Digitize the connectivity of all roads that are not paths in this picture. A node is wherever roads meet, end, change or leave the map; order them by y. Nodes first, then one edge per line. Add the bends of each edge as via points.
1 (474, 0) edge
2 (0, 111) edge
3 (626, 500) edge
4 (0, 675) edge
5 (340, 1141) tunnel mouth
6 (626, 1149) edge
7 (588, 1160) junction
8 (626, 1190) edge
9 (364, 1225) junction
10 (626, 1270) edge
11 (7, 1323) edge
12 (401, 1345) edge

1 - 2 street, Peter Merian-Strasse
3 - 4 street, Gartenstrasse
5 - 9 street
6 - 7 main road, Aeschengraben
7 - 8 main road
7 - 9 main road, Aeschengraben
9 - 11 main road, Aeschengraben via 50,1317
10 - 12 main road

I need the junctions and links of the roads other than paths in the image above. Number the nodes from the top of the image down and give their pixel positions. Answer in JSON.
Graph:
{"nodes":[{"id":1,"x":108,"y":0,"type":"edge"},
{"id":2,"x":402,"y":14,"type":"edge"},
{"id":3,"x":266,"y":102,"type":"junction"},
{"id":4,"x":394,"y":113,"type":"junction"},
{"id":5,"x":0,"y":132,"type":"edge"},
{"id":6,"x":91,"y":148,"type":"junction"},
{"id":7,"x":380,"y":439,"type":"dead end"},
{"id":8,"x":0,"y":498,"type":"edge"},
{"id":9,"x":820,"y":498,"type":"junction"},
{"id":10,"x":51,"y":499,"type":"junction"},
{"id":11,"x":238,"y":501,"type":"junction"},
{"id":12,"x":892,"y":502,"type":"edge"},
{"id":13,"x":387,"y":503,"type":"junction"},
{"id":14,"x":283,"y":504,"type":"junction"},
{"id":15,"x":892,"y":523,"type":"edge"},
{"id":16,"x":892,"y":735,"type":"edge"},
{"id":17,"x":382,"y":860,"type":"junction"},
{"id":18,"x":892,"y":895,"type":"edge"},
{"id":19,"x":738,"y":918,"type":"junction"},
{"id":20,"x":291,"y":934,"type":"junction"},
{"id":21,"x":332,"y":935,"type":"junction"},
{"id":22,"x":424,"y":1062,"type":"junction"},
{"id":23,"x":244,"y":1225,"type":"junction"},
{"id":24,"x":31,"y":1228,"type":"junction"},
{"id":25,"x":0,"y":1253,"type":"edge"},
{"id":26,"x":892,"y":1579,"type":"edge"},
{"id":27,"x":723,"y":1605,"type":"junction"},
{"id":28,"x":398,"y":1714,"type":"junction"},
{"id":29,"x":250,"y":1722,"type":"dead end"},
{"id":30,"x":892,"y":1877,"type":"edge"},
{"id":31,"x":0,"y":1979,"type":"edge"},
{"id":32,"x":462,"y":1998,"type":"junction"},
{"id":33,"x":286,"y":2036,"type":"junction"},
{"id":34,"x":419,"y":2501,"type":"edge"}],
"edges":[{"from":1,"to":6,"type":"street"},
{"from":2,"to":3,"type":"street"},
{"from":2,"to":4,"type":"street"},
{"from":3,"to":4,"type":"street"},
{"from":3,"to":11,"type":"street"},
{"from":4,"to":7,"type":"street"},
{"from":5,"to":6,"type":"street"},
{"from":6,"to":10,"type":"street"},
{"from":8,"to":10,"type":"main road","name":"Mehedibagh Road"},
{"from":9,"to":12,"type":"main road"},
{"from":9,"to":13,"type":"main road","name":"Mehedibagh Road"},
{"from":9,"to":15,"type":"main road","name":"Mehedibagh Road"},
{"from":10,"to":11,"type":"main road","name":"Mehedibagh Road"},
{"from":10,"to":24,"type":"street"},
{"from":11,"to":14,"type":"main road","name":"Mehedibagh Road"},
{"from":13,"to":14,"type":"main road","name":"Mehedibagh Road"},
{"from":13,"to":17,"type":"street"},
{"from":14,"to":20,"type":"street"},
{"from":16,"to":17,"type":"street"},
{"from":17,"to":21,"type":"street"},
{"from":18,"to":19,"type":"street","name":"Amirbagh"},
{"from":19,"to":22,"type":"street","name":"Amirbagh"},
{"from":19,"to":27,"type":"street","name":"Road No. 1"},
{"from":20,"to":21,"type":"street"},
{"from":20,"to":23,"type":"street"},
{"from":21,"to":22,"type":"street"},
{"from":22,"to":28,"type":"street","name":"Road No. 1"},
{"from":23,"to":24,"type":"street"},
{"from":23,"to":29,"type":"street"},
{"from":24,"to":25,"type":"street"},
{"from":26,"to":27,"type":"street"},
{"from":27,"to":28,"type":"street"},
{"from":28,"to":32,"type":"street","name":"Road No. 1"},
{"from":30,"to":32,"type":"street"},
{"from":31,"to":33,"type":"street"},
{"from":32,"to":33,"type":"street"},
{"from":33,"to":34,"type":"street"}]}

Brief. The entries above need to be transcribed with no differences at all.

Written answer.
Digitize the connectivity of all roads that are not paths in this picture. A node is wherever roads meet, end, change or leave the map; order them by y. Nodes first, then one edge per line. Add the bends of each edge as via points.
1 (474, 0) edge
2 (0, 111) edge
3 (626, 500) edge
4 (0, 675) edge
5 (340, 1141) tunnel mouth
6 (626, 1149) edge
7 (588, 1160) junction
8 (626, 1190) edge
9 (364, 1225) junction
10 (626, 1270) edge
11 (7, 1323) edge
12 (401, 1345) edge

1 - 2 street, Peter Merian-Strasse
3 - 4 street, Gartenstrasse
5 - 9 street
6 - 7 main road, Aeschengraben
7 - 8 main road
7 - 9 main road, Aeschengraben
9 - 11 main road, Aeschengraben via 50,1317
10 - 12 main road

I need the junctions and links of the roads other than paths in the image above. Number the nodes from the top of the image down and give their pixel positions. Answer in JSON.
Graph:
{"nodes":[{"id":1,"x":108,"y":0,"type":"edge"},
{"id":2,"x":402,"y":14,"type":"edge"},
{"id":3,"x":266,"y":102,"type":"junction"},
{"id":4,"x":394,"y":113,"type":"junction"},
{"id":5,"x":0,"y":132,"type":"edge"},
{"id":6,"x":91,"y":148,"type":"junction"},
{"id":7,"x":380,"y":439,"type":"dead end"},
{"id":8,"x":0,"y":498,"type":"edge"},
{"id":9,"x":820,"y":498,"type":"junction"},
{"id":10,"x":51,"y":499,"type":"junction"},
{"id":11,"x":238,"y":501,"type":"junction"},
{"id":12,"x":892,"y":502,"type":"edge"},
{"id":13,"x":387,"y":503,"type":"junction"},
{"id":14,"x":283,"y":504,"type":"junction"},
{"id":15,"x":892,"y":523,"type":"edge"},
{"id":16,"x":892,"y":735,"type":"edge"},
{"id":17,"x":382,"y":860,"type":"junction"},
{"id":18,"x":892,"y":895,"type":"edge"},
{"id":19,"x":738,"y":918,"type":"junction"},
{"id":20,"x":291,"y":934,"type":"junction"},
{"id":21,"x":332,"y":935,"type":"junction"},
{"id":22,"x":424,"y":1062,"type":"junction"},
{"id":23,"x":244,"y":1225,"type":"junction"},
{"id":24,"x":31,"y":1228,"type":"junction"},
{"id":25,"x":0,"y":1253,"type":"edge"},
{"id":26,"x":892,"y":1579,"type":"edge"},
{"id":27,"x":723,"y":1605,"type":"junction"},
{"id":28,"x":398,"y":1714,"type":"junction"},
{"id":29,"x":250,"y":1722,"type":"dead end"},
{"id":30,"x":892,"y":1877,"type":"edge"},
{"id":31,"x":0,"y":1979,"type":"edge"},
{"id":32,"x":462,"y":1998,"type":"junction"},
{"id":33,"x":286,"y":2036,"type":"junction"},
{"id":34,"x":419,"y":2501,"type":"edge"}],
"edges":[{"from":1,"to":6,"type":"street"},
{"from":2,"to":3,"type":"street"},
{"from":2,"to":4,"type":"street"},
{"from":3,"to":4,"type":"street"},
{"from":3,"to":11,"type":"street"},
{"from":4,"to":7,"type":"street"},
{"from":5,"to":6,"type":"street"},
{"from":6,"to":10,"type":"street"},
{"from":8,"to":10,"type":"main road","name":"Mehedibagh Road"},
{"from":9,"to":12,"type":"main road"},
{"from":9,"to":13,"type":"main road","name":"Mehedibagh Road"},
{"from":9,"to":15,"type":"main road","name":"Mehedibagh Road"},
{"from":10,"to":11,"type":"main road","name":"Mehedibagh Road"},
{"from":10,"to":24,"type":"street"},
{"from":11,"to":14,"type":"main road","name":"Mehedibagh Road"},
{"from":13,"to":14,"type":"main road","name":"Mehedibagh Road"},
{"from":13,"to":17,"type":"street"},
{"from":14,"to":20,"type":"street"},
{"from":16,"to":17,"type":"street"},
{"from":17,"to":21,"type":"street"},
{"from":18,"to":19,"type":"street","name":"Amirbagh"},
{"from":19,"to":22,"type":"street","name":"Amirbagh"},
{"from":19,"to":27,"type":"street","name":"Road No. 1"},
{"from":20,"to":21,"type":"street"},
{"from":20,"to":23,"type":"street"},
{"from":21,"to":22,"type":"street"},
{"from":22,"to":28,"type":"street","name":"Road No. 1"},
{"from":23,"to":24,"type":"street"},
{"from":23,"to":29,"type":"street"},
{"from":24,"to":25,"type":"street"},
{"from":26,"to":27,"type":"street"},
{"from":27,"to":28,"type":"street"},
{"from":28,"to":32,"type":"street","name":"Road No. 1"},
{"from":30,"to":32,"type":"street"},
{"from":31,"to":33,"type":"street"},
{"from":32,"to":33,"type":"street"},
{"from":33,"to":34,"type":"street"}]}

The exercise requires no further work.